- _ASSIGNED TASK_: Give back the full listing verbatim, apart from its images.

- _RECORD EXCERPTS_:
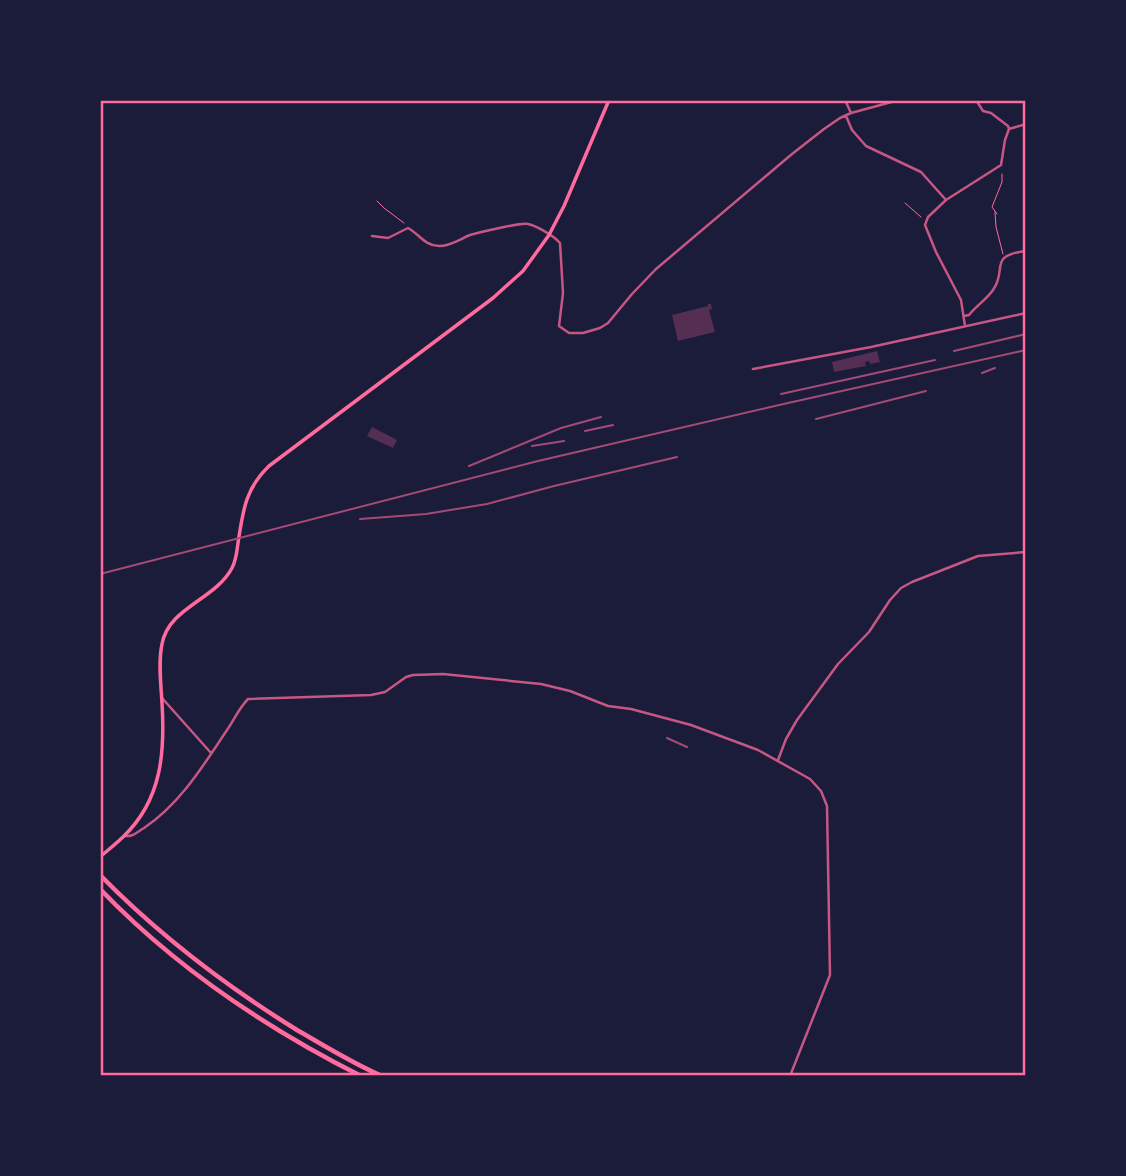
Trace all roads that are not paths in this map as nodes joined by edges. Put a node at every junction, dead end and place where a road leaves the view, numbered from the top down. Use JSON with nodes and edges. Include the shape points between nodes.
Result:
{"nodes":[{"id":1,"x":609,"y":100,"type":"edge"},
{"id":2,"x":845,"y":100,"type":"edge"},
{"id":3,"x":900,"y":100,"type":"edge"},
{"id":4,"x":976,"y":100,"type":"edge"},
{"id":5,"x":851,"y":113,"type":"junction"},
{"id":6,"x":846,"y":116,"type":"junction"},
{"id":7,"x":1026,"y":124,"type":"edge"},
{"id":8,"x":1009,"y":129,"type":"junction"},
{"id":9,"x":946,"y":201,"type":"junction"},
{"id":10,"x":550,"y":234,"type":"junction"},
{"id":11,"x":372,"y":236,"type":"dead end"},
{"id":12,"x":1026,"y":251,"type":"edge"},
{"id":13,"x":1026,"y":313,"type":"edge"},
{"id":14,"x":964,"y":317,"type":"junction"},
{"id":15,"x":965,"y":326,"type":"junction"},
{"id":16,"x":753,"y":369,"type":"dead end"},
{"id":17,"x":1026,"y":552,"type":"edge"},
{"id":18,"x":162,"y":698,"type":"junction"},
{"id":19,"x":211,"y":753,"type":"junction"},
{"id":20,"x":778,"y":760,"type":"junction"},
{"id":21,"x":125,"y":836,"type":"junction"},
{"id":22,"x":100,"y":857,"type":"edge"},
{"id":23,"x":100,"y":875,"type":"edge"},
{"id":24,"x":100,"y":889,"type":"edge"},
{"id":25,"x":361,"y":1076,"type":"edge"},
{"id":26,"x":382,"y":1076,"type":"edge"},
{"id":27,"x":790,"y":1076,"type":"edge"}],
"edges":[{"from":1,"to":10,"type":"main road"},
{"from":2,"to":5,"type":"street"},
{"from":3,"to":5,"type":"street"},
{"from":4,"to":8,"type":"street","via":[[983,111]]},
{"from":5,"to":6,"type":"street"},
{"from":6,"to":9,"type":"street","via":[[866,146],[921,172]]},
{"from":6,"to":10,"type":"street","via":[[792,154],[656,269],[608,323],[593,331],[569,333],[559,326],[561,254],[559,241]]},
{"from":7,"to":8,"type":"street"},
{"from":8,"to":9,"type":"street","via":[[1001,165]]},
{"from":9,"to":14,"type":"street","via":[[925,225],[961,300]]},
{"from":10,"to":11,"type":"street","via":[[523,223],[441,246],[426,243],[408,228],[388,238]]},
{"from":10,"to":18,"type":"main road","via":[[506,288],[259,477],[246,503],[233,567],[167,629],[160,657]]},
{"from":12,"to":14,"type":"street","via":[[1004,258],[993,290]]},
{"from":13,"to":15,"type":"street"},
{"from":14,"to":15,"type":"street"},
{"from":15,"to":16,"type":"street"},
{"from":17,"to":20,"type":"street","via":[[978,556],[901,588],[797,720]]},
{"from":18,"to":19,"type":"street"},
{"from":18,"to":21,"type":"main road","via":[[160,769],[143,812]]},
{"from":19,"to":20,"type":"street","via":[[248,699],[371,695],[412,675],[443,674],[570,691],[608,706],[701,728]]},
{"from":19,"to":21,"type":"street","via":[[163,815]]},
{"from":20,"to":27,"type":"street","via":[[818,786],[828,823],[830,975]]},
{"from":21,"to":22,"type":"main road"},
{"from":23,"to":26,"type":"highway","via":[[180,948],[244,996]]},
{"from":24,"to":25,"type":"highway","via":[[213,986]]}]}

- _WRITTEN ANSWER_:
Trace all roads that are not paths in this map as nodes joined by edges. Put a node at every junction, dead end and place where a road leaves the view, numbered from the top down. Use JSON with nodes and edges. Include the shape points between nodes.
Result:
{"nodes":[{"id":1,"x":609,"y":100,"type":"edge"},
{"id":2,"x":845,"y":100,"type":"edge"},
{"id":3,"x":900,"y":100,"type":"edge"},
{"id":4,"x":976,"y":100,"type":"edge"},
{"id":5,"x":851,"y":113,"type":"junction"},
{"id":6,"x":846,"y":116,"type":"junction"},
{"id":7,"x":1026,"y":124,"type":"edge"},
{"id":8,"x":1009,"y":129,"type":"junction"},
{"id":9,"x":946,"y":201,"type":"junction"},
{"id":10,"x":550,"y":234,"type":"junction"},
{"id":11,"x":372,"y":236,"type":"dead end"},
{"id":12,"x":1026,"y":251,"type":"edge"},
{"id":13,"x":1026,"y":313,"type":"edge"},
{"id":14,"x":964,"y":317,"type":"junction"},
{"id":15,"x":965,"y":326,"type":"junction"},
{"id":16,"x":753,"y":369,"type":"dead end"},
{"id":17,"x":1026,"y":552,"type":"edge"},
{"id":18,"x":162,"y":698,"type":"junction"},
{"id":19,"x":211,"y":753,"type":"junction"},
{"id":20,"x":778,"y":760,"type":"junction"},
{"id":21,"x":125,"y":836,"type":"junction"},
{"id":22,"x":100,"y":857,"type":"edge"},
{"id":23,"x":100,"y":875,"type":"edge"},
{"id":24,"x":100,"y":889,"type":"edge"},
{"id":25,"x":361,"y":1076,"type":"edge"},
{"id":26,"x":382,"y":1076,"type":"edge"},
{"id":27,"x":790,"y":1076,"type":"edge"}],
"edges":[{"from":1,"to":10,"type":"main road"},
{"from":2,"to":5,"type":"street"},
{"from":3,"to":5,"type":"street"},
{"from":4,"to":8,"type":"street","via":[[983,111]]},
{"from":5,"to":6,"type":"street"},
{"from":6,"to":9,"type":"street","via":[[866,146],[921,172]]},
{"from":6,"to":10,"type":"street","via":[[792,154],[656,269],[608,323],[593,331],[569,333],[559,326],[561,254],[559,241]]},
{"from":7,"to":8,"type":"street"},
{"from":8,"to":9,"type":"street","via":[[1001,165]]},
{"from":9,"to":14,"type":"street","via":[[925,225],[961,300]]},
{"from":10,"to":11,"type":"street","via":[[523,223],[441,246],[426,243],[408,228],[388,238]]},
{"from":10,"to":18,"type":"main road","via":[[506,288],[259,477],[246,503],[233,567],[167,629],[160,657]]},
{"from":12,"to":14,"type":"street","via":[[1004,258],[993,290]]},
{"from":13,"to":15,"type":"street"},
{"from":14,"to":15,"type":"street"},
{"from":15,"to":16,"type":"street"},
{"from":17,"to":20,"type":"street","via":[[978,556],[901,588],[797,720]]},
{"from":18,"to":19,"type":"street"},
{"from":18,"to":21,"type":"main road","via":[[160,769],[143,812]]},
{"from":19,"to":20,"type":"street","via":[[248,699],[371,695],[412,675],[443,674],[570,691],[608,706],[701,728]]},
{"from":19,"to":21,"type":"street","via":[[163,815]]},
{"from":20,"to":27,"type":"street","via":[[818,786],[828,823],[830,975]]},
{"from":21,"to":22,"type":"main road"},
{"from":23,"to":26,"type":"highway","via":[[180,948],[244,996]]},
{"from":24,"to":25,"type":"highway","via":[[213,986]]}]}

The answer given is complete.